» WHAT THIS TASK INVOLVES
Only the lines from the start of the data below through the line that contains "index dip: (902, 656)" are to be copied, exactly and without pictures.

──────── DATA RECORDS

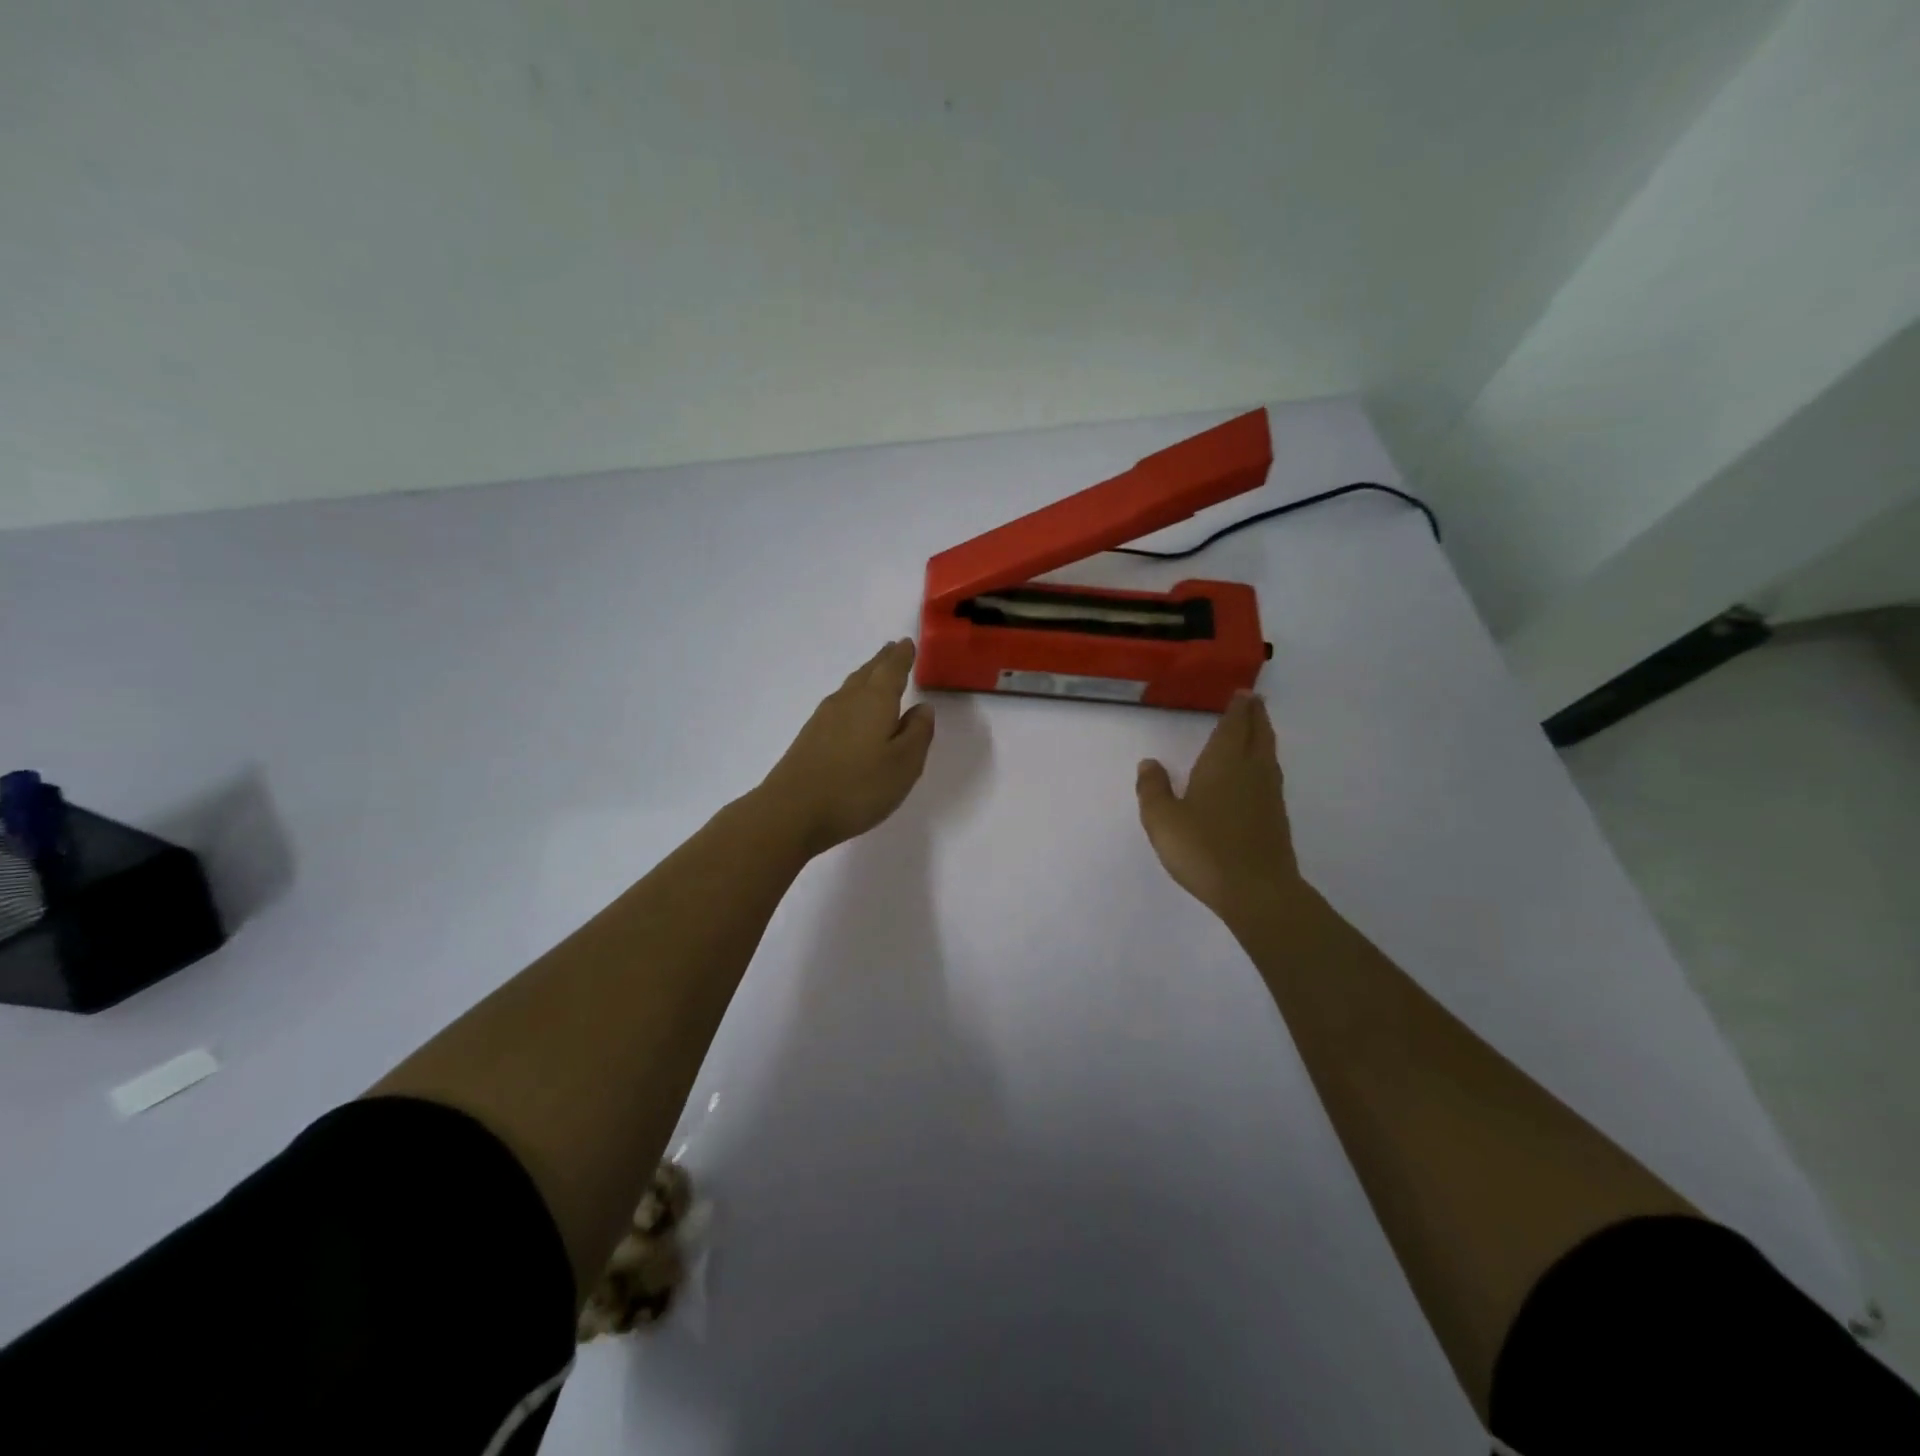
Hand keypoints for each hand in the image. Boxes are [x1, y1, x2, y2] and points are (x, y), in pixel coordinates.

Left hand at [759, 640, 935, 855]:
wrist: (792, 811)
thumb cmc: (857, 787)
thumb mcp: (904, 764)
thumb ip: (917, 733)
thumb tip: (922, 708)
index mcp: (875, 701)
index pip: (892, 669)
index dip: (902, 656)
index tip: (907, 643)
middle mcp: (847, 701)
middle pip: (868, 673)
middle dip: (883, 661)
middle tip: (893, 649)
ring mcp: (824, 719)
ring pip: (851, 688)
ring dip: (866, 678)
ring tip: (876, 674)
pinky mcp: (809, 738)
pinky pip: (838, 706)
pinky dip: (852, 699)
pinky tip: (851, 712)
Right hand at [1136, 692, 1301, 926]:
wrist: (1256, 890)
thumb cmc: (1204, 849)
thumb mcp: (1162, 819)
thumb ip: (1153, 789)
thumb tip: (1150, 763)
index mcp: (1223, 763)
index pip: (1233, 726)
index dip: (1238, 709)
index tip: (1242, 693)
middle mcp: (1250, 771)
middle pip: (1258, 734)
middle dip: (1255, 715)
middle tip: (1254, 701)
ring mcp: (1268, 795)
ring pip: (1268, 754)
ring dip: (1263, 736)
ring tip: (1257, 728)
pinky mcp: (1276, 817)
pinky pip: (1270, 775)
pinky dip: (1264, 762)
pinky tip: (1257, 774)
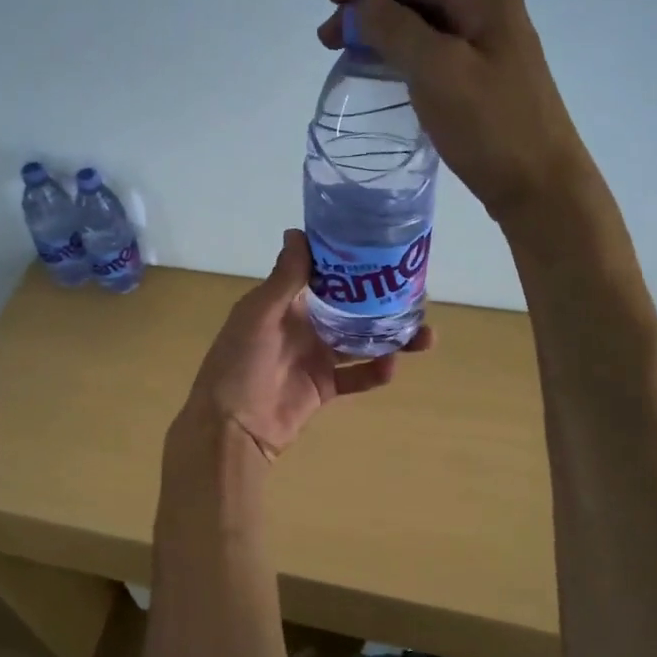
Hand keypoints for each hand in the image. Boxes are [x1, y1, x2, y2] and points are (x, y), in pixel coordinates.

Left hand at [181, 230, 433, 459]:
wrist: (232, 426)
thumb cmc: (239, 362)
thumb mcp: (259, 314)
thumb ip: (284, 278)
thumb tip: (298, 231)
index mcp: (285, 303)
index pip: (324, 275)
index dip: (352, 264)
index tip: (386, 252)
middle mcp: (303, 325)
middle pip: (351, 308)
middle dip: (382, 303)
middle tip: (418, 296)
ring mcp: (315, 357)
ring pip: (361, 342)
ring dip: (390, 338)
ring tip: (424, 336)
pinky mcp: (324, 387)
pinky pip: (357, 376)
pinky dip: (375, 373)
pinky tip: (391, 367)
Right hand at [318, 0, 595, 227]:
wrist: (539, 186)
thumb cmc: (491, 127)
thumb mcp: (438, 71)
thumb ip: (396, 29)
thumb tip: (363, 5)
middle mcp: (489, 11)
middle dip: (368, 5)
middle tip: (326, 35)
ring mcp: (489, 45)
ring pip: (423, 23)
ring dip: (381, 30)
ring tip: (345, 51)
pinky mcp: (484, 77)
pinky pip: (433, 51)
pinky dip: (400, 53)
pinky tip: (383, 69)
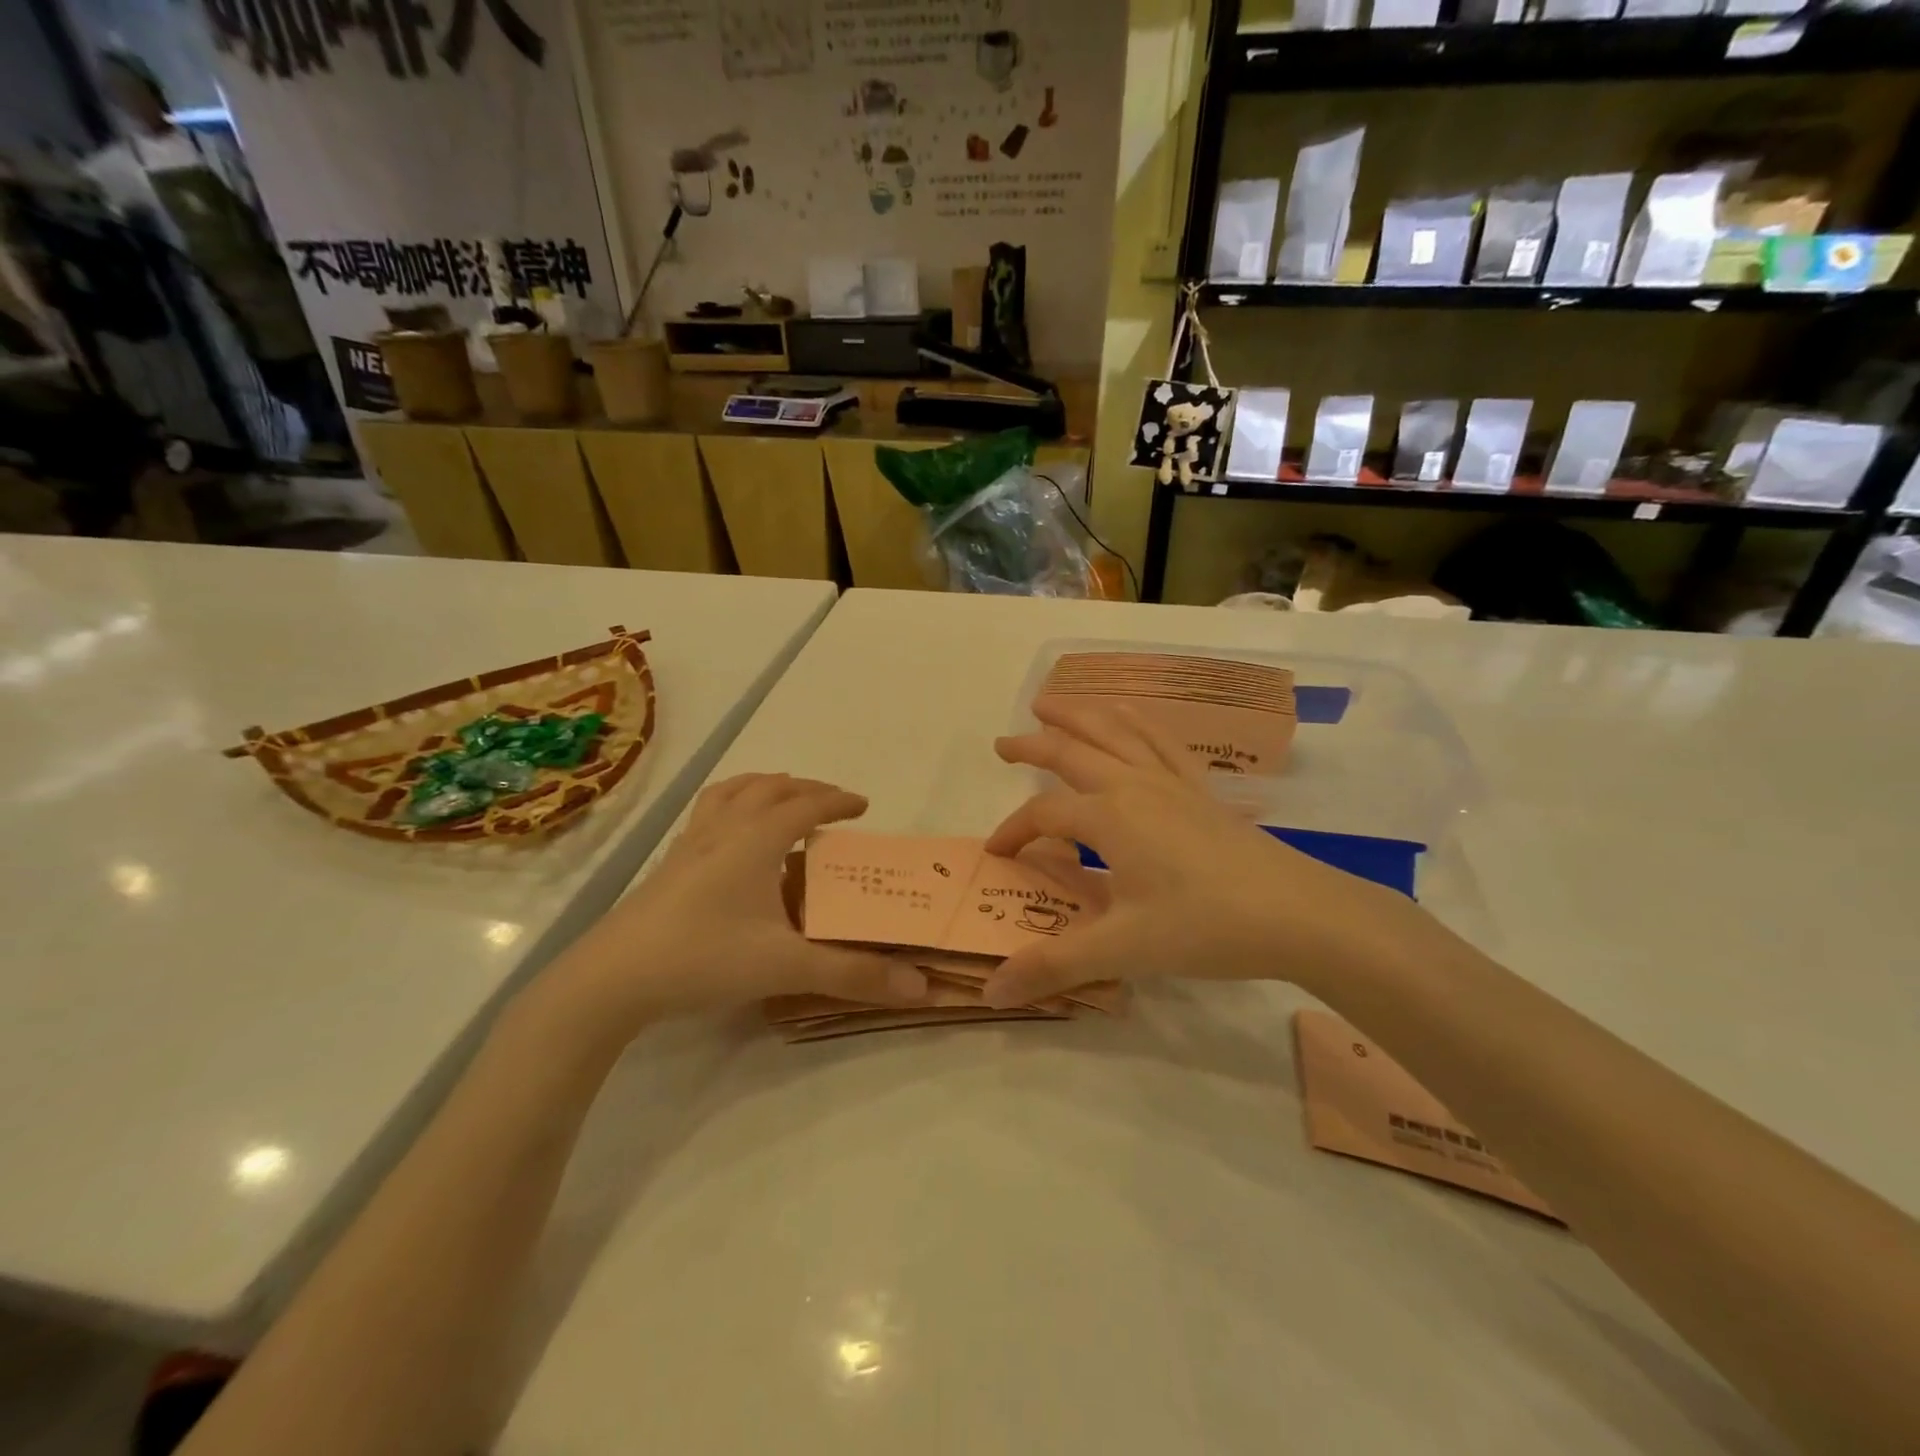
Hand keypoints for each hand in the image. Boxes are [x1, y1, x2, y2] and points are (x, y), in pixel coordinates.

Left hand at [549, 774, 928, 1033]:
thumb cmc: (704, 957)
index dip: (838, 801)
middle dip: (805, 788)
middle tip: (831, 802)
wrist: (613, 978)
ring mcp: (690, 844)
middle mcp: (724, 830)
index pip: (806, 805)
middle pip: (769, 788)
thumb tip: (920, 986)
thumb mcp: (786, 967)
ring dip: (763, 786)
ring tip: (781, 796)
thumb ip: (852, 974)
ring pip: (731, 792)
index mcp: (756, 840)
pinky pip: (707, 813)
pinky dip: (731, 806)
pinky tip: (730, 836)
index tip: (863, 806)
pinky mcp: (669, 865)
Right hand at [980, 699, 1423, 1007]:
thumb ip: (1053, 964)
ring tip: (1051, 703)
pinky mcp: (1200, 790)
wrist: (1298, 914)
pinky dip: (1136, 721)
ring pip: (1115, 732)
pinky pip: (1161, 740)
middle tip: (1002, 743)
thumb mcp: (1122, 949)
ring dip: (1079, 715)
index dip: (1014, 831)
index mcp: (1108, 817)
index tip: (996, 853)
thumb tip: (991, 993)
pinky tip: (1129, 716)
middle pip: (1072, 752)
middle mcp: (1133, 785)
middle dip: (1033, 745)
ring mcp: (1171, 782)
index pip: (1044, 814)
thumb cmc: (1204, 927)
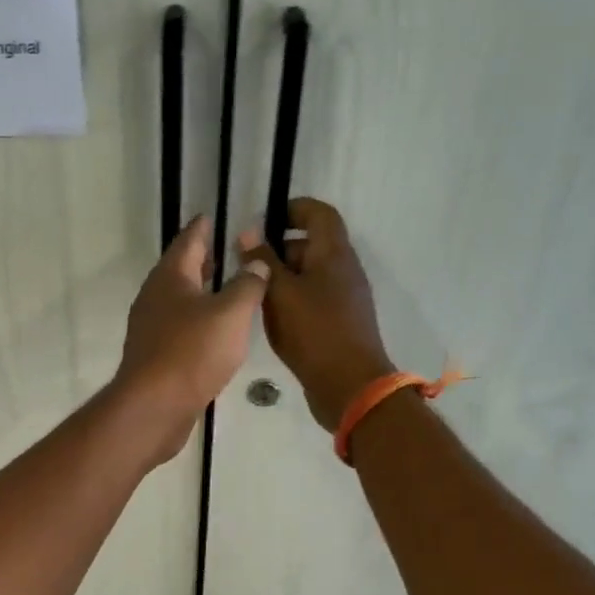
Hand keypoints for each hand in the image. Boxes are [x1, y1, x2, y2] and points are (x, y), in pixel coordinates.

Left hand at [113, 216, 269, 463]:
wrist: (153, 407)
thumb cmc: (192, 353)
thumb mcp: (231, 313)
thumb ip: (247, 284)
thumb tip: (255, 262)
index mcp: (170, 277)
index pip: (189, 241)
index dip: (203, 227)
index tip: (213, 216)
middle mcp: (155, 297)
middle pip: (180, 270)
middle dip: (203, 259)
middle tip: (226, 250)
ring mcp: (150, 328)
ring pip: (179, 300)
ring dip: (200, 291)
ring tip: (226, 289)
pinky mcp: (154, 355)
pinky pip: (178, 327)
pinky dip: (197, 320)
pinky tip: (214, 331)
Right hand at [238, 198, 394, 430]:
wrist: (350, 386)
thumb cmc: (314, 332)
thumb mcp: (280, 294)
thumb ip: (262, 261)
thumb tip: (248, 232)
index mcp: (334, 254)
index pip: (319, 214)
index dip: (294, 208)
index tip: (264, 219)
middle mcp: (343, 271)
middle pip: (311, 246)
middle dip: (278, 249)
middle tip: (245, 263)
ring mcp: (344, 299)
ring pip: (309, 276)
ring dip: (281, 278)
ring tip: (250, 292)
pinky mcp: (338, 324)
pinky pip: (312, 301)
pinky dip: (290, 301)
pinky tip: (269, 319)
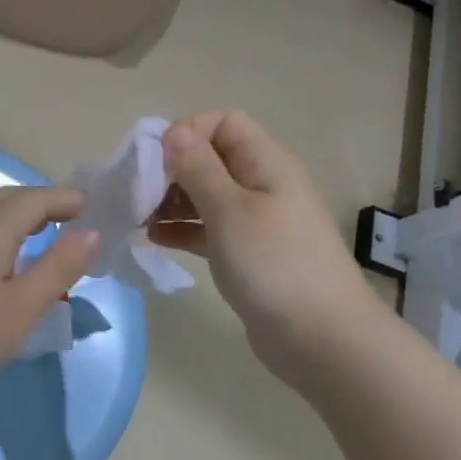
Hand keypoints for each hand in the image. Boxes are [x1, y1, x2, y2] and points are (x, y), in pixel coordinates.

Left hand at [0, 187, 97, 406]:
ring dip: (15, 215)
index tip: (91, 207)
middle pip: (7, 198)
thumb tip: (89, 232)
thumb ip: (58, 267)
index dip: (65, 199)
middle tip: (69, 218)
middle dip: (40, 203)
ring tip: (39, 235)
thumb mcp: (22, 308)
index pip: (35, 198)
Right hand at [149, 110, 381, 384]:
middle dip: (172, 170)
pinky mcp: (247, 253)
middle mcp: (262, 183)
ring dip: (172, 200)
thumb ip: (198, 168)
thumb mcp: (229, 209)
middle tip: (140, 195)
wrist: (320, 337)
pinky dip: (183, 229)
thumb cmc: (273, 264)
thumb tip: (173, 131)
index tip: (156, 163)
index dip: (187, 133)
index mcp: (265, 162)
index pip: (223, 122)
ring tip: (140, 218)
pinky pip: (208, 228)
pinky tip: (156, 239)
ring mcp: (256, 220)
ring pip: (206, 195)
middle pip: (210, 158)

────────────────

» OUTPUT OF THE EXERCISE
Hand keypoints for each hand in the image. Boxes are [x1, y1, x2, y2] and points are (x, y), in pixel coordinates.

Left hand at [759, 640, 935, 855]:
wrist: (792, 811)
thumb cmc: (857, 787)
thumb mcp: (904, 764)
thumb ip: (917, 733)
thumb tip: (922, 708)
index mcp: (875, 701)
index pip: (892, 669)
index dip: (902, 656)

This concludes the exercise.